TG: dude i thought we both agreed that i would interrogate eb first
TG: it was going to be a super ironic good cop bad cop thing but with more sunglasses and rap battles
TT: Just think of it as me rescuing you from sinking into the pit of sincerity, because I think we both know that you didn't make up the plan "just for the ironies"
TG: woah woah woah
TG: back it up there
TG: beep beep beep
TG: just for your fyi
TG: it was all for the ironies
TG: its always for the ironies
TT: You assigned us code names.
TG: so what
TG: they were ironic code names
TT: ...
TT: Sometimes I wonder how it could be possible that we are the same exact age.
TG: uh dur we arent the same age dude
TG: im like a full minute older than you
TG: howd you even get into here anyways
TG: this is a private chat
TG: emphasis on private
TT: First of all, that's a lie, you have no idea which of us came out first.
TT: Secondly, If I can create an independent computer program based off my own brain I think I can hack into a simple chat client.

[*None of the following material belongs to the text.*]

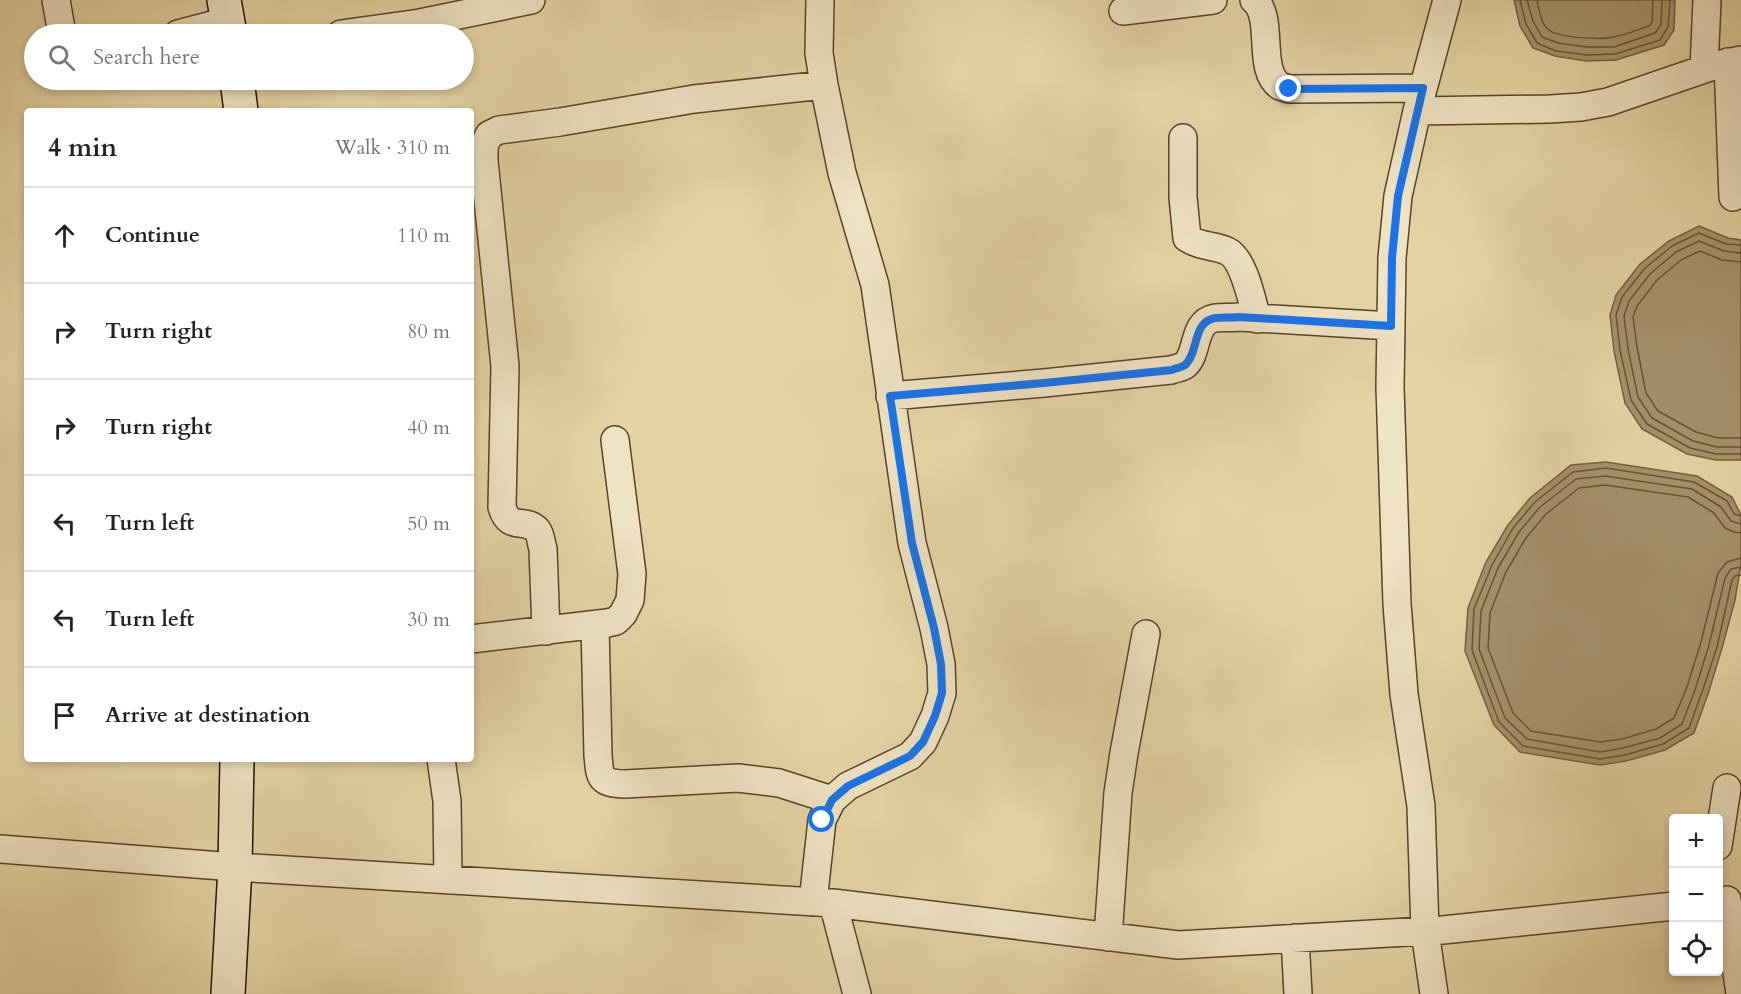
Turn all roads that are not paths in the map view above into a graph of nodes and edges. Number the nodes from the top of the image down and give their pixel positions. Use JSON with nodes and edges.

TT: It wasn't even that hard to do, really.
TG: you asshole
TG: you have intruded upon the sacred grounds that is the
TG: private
TG: chat
TG: and you will die by burning at the stake due to the disturbance of sacred ground
TG: that is how people who desecrate stuff are killed right
EB: ...
EB: wow
PPPPS- So, quick explanation: Dave doesn't know any of the trolls or other kids yet, Dirk and Dave are twins and split the rent on an apartment in Houston because Bro thinks that they should learn to fend for themselves instead of relying on him for everything even though he's pretty rich, and Dave doesn't like hospitals for a reason to be revealed later.
PPPPPS- I can't write for Dirk, apparently, and am hardly any better at Dave. It'll probably improve over time. Maybe.